Proseguono le attività femministe del movimento #MeToo, movimento contro le molestie sessuali che ormai non guarda in faccia a nessuno, neanche agli stessi simboli della campagna, accusati anche di svolgere pratiche di sadomaso e di soffocamento erotico su innocenti ragazze. Il procuratore generale dello stato di New York, Eric Schneiderman, uno degli uomini più potenti e stimati della Grande Mela e divenuto il primo ad avviare un’azione legale contro il produttore cinematografico Harvey Weinstein, è stato costretto alle dimissioni immediate dopo che quattro donne lo hanno accusato di abusi e di violenze fisiche.
Democratico, anti-Trump, legato a doppio filo a personaggi politici di spicco come il governatore dello stato di New York Andrew Cuomo, lo scandalo è partito da uno scoop del  New Yorker, il magazine che con le testimonianze raccolte ad Hollywwood e dintorni (compresa quella di Asia Argento) scoprì il vaso di Pandora dello scandalo che prima ha travolto Weinstein e poi con un effetto domino è dilagato ovunque.
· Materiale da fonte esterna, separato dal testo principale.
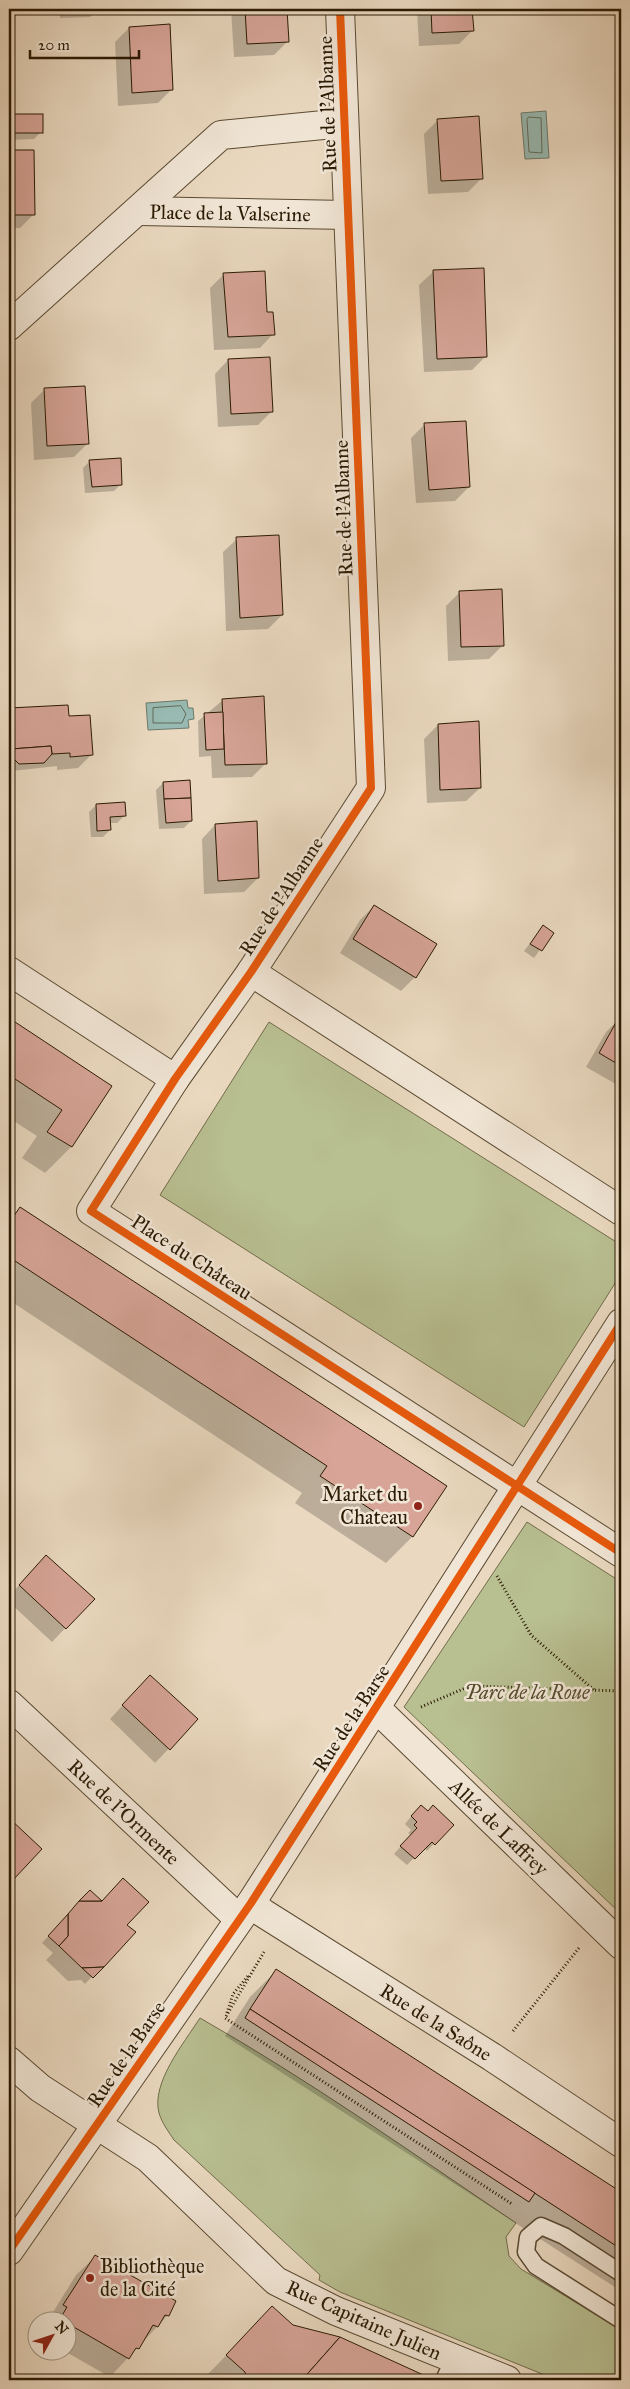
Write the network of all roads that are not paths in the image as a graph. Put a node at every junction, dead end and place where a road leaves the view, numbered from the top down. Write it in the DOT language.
graph roads {
  1 [pos="340,9"];
  2 [pos="344,123"];
  3 [pos="139,211"];
  4 [pos="347,215"];
  5 [pos="9,326"];
  6 [pos="9,971"];
  7 [pos="251,972"];
  8 [pos="175,1079"];
  9 [pos="621,1210"];
  10 [pos="621,1323"];
  11 [pos="518,1486"];
  12 [pos="621,1553"];
  13 [pos="9,1704"];
  14 [pos="384,1716"];
  15 [pos="254,1913"];
  16 [pos="621,1945"];
  17 [pos="9,2061"];
  18 [pos="98,2123"];
  19 [pos="621,2143"];
  20 [pos="9,2252"];
  21 [pos="621,2273"];
  22 [pos="621,2320"];
  23 [pos="449,2370"];
  24 [pos="507,2380"];
  1 -- 2 [label="street, Rue de l'Albanne"];
  2 -- 3 [label="street, Place de la Valserine"];
  2 -- 4 [label="street, Rue de l'Albanne"];
  3 -- 4 [label="street, Place de la Valserine"];
  3 -- 5 [label="street"];
  4 -- 7 [label="street, Rue de l'Albanne"];
  6 -- 8 [label="street"];
  7 -- 8 [label="street, Place du Château"];
  7 -- 9 [label="street"];
  8 -- 11 [label="street, Place du Château"];
  10 -- 11 [label="street, Rue de la Barse"];
  11 -- 12 [label="street"];
  11 -- 14 [label="street, Rue de la Barse"];
  13 -- 15 [label="street, Rue de l'Ormente"];
  14 -- 15 [label="street, Rue de la Barse"];
  14 -- 16 [label="street, Allée de Laffrey"];
  15 -- 18 [label="street, Rue de la Barse"];
  15 -- 19 [label="street, Rue de la Saône"];
  17 -- 18 [label="street, Rue Capitaine Julien"];
  18 -- 20 [label="street, Rue de la Barse"];
  18 -- 23 [label="street, Rue Capitaine Julien"];
  21 -- 22 [label="lane"];
  23 -- 24 [label="street, Rue Capitaine Julien"];
}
Assurto negli ultimi mesi agli onori della cronaca anche per alcune sue indagini legate all’impero di Donald Trump, Schneiderman, 63 anni, ha ammesso i fatti raccontati dalle quattro accusatrici, ma ha voluto precisare che vi fosse il consenso delle donne. Al centro dei fatti il racconto delle donne, le quali hanno affermato lo svolgimento di pratiche di sadomaso e di soffocamento erotico.